Wherever the string "Avenue" appears in the entries below, return the line that holds it.

Stored data entries

---

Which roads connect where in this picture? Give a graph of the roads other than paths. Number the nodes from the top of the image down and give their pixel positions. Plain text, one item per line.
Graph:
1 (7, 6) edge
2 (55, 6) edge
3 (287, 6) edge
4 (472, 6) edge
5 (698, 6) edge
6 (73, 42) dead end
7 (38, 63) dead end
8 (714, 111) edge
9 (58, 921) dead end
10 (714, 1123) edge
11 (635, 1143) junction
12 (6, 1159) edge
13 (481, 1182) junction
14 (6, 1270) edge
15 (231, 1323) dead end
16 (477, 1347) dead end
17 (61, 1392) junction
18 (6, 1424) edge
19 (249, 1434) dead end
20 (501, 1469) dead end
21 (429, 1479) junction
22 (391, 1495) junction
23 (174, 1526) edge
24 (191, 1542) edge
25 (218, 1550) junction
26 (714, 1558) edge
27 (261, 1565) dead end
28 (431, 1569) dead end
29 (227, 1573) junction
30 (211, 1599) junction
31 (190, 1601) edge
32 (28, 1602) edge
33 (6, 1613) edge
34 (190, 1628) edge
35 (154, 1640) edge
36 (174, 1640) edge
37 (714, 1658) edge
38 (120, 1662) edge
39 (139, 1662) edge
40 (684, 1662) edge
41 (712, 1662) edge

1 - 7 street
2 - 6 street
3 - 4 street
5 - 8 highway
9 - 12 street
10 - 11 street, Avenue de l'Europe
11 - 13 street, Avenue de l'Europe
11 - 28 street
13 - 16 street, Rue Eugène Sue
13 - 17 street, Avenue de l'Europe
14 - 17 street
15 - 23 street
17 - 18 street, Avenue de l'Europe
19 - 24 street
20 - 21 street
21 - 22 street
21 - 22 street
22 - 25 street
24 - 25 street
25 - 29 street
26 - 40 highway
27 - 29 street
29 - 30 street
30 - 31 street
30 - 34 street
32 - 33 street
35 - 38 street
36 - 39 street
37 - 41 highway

---

**Your solution**
10 - 11 street, Avenue de l'Europe
11 - 13 street, Avenue de l'Europe
13 - 17 street, Avenue de l'Europe
17 - 18 street, Avenue de l'Europe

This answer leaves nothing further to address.